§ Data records
....
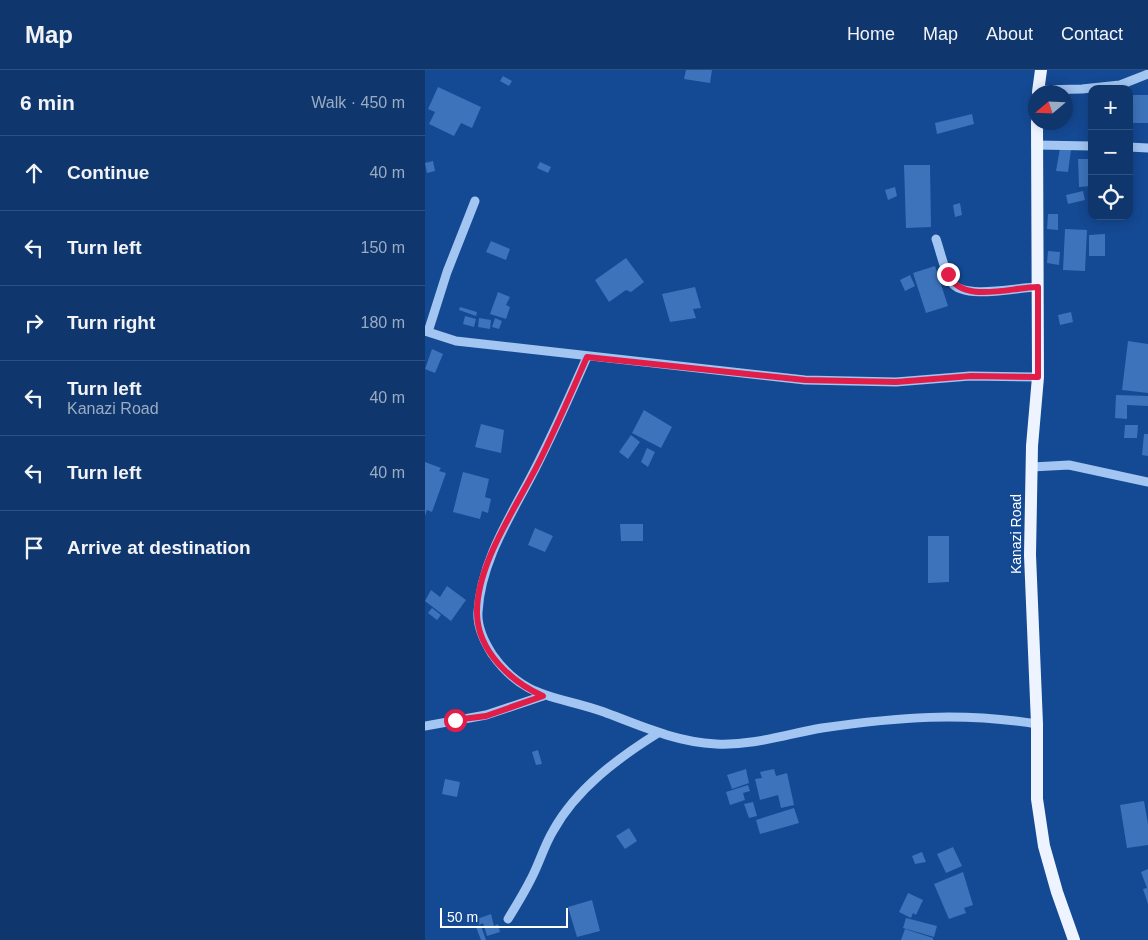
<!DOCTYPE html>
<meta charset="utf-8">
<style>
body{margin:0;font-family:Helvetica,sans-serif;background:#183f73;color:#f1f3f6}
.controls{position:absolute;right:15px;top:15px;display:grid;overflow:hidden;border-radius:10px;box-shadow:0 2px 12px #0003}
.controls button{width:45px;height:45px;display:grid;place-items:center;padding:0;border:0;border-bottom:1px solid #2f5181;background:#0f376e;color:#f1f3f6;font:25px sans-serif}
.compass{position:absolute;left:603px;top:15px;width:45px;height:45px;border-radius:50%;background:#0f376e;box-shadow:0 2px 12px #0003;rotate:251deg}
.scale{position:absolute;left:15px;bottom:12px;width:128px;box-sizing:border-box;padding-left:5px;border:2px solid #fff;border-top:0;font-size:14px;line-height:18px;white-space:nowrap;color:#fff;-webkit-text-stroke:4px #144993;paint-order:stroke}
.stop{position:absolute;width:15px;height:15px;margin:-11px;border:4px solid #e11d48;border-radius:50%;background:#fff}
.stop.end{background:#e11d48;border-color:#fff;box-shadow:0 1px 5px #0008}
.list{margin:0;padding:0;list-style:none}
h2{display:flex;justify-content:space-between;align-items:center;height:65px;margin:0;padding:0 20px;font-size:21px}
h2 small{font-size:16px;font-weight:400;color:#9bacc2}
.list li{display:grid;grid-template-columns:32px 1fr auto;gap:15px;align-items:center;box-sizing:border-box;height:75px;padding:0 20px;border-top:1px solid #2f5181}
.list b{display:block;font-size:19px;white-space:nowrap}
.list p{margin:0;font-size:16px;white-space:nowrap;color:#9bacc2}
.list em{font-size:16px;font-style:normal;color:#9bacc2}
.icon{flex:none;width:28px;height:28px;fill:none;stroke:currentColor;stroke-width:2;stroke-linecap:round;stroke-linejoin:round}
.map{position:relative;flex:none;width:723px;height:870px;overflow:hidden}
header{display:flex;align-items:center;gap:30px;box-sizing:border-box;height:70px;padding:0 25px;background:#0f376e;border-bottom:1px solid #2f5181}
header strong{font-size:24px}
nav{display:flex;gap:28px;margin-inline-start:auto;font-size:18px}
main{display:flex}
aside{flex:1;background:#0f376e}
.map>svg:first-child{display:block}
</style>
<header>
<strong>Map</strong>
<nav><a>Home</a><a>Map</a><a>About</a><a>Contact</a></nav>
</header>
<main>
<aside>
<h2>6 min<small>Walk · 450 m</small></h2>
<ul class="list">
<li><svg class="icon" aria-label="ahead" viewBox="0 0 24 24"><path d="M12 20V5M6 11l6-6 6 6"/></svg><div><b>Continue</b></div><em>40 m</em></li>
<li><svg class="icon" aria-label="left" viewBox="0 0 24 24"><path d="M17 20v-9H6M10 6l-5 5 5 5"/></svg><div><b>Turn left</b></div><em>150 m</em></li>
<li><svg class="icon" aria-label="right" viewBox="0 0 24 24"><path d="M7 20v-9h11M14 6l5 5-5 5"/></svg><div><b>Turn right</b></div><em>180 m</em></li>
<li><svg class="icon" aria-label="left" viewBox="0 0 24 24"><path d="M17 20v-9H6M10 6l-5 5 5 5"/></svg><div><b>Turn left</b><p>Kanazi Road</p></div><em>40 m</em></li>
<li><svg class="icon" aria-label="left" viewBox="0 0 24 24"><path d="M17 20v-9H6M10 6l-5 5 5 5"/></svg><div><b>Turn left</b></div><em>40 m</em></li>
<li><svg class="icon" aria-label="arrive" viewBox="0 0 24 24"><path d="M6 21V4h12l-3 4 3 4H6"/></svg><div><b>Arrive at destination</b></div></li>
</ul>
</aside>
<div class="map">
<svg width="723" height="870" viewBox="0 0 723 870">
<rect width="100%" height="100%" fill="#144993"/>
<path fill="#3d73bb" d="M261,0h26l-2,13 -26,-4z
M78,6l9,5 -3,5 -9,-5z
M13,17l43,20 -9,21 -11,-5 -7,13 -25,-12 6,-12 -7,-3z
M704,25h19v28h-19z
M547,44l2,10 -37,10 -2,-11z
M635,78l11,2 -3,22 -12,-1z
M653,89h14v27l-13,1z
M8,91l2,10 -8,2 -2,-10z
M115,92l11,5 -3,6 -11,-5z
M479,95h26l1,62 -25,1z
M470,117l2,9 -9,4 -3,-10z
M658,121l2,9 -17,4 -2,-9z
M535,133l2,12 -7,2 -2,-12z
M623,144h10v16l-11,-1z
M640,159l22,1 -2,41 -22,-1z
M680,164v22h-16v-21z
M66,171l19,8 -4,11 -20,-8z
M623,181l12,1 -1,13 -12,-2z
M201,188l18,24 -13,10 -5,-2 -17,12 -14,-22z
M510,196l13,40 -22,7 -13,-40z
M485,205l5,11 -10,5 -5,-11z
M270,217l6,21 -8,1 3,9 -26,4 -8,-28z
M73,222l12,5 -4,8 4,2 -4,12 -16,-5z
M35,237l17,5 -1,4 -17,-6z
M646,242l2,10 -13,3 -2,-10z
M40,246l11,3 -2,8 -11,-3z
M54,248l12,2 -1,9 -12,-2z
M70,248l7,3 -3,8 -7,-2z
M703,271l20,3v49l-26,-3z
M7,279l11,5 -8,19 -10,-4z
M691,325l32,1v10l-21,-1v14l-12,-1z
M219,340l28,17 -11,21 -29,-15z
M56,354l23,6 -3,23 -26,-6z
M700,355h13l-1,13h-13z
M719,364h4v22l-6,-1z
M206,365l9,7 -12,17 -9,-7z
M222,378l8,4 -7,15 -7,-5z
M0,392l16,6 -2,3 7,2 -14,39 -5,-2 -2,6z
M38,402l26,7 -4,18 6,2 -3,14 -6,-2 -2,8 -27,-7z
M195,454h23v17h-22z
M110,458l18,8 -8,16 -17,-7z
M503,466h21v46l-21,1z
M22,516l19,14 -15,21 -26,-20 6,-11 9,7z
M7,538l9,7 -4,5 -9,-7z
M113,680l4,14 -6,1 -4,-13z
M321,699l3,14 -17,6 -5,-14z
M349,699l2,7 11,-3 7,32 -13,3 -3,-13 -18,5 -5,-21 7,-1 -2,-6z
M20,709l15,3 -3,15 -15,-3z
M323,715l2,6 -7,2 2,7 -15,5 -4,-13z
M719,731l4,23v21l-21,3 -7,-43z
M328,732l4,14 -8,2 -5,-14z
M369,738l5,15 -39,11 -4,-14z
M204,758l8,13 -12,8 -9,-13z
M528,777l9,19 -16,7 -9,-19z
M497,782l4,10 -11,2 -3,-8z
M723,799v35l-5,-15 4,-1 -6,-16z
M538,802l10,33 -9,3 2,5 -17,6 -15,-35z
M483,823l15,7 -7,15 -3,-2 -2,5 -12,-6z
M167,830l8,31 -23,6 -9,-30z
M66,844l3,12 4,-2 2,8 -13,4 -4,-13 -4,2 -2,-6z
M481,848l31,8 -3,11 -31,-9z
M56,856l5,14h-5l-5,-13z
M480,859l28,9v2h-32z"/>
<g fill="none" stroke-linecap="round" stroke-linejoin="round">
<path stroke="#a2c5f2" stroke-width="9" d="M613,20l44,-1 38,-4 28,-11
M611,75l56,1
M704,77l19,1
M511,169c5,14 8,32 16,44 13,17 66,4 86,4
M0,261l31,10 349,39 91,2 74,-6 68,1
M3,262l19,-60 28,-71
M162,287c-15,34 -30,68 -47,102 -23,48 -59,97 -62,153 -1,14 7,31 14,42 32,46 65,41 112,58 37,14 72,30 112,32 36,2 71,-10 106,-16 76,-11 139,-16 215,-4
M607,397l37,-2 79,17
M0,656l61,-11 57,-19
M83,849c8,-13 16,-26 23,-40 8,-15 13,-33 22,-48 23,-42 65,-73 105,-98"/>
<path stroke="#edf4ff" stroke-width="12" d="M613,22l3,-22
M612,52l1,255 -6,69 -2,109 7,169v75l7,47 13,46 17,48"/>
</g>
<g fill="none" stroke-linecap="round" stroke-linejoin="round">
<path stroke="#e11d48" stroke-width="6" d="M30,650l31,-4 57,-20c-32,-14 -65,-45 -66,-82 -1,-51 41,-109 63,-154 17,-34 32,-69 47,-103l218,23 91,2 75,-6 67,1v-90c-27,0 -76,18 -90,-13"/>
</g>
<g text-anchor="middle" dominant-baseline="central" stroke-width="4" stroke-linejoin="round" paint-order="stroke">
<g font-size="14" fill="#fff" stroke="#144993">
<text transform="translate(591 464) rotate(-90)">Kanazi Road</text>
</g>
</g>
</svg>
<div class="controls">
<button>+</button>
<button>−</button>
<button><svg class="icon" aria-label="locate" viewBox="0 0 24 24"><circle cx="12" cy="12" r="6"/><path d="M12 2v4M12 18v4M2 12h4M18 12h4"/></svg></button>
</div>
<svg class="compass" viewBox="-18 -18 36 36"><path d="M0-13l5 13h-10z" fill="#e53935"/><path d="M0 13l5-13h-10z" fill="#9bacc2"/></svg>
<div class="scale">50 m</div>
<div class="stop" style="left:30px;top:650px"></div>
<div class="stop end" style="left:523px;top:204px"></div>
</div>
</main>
....
§ Work to complete
Return every line from the entries above that includes the word "scale".

§ Reply to the exercise
.scale{position:absolute;left:15px;bottom:12px;width:128px;box-sizing:border-box;padding-left:5px;border:2px solid #fff;border-top:0;font-size:14px;line-height:18px;white-space:nowrap;color:#fff;-webkit-text-stroke:4px #144993;paint-order:stroke}
<div class="scale">50 m</div>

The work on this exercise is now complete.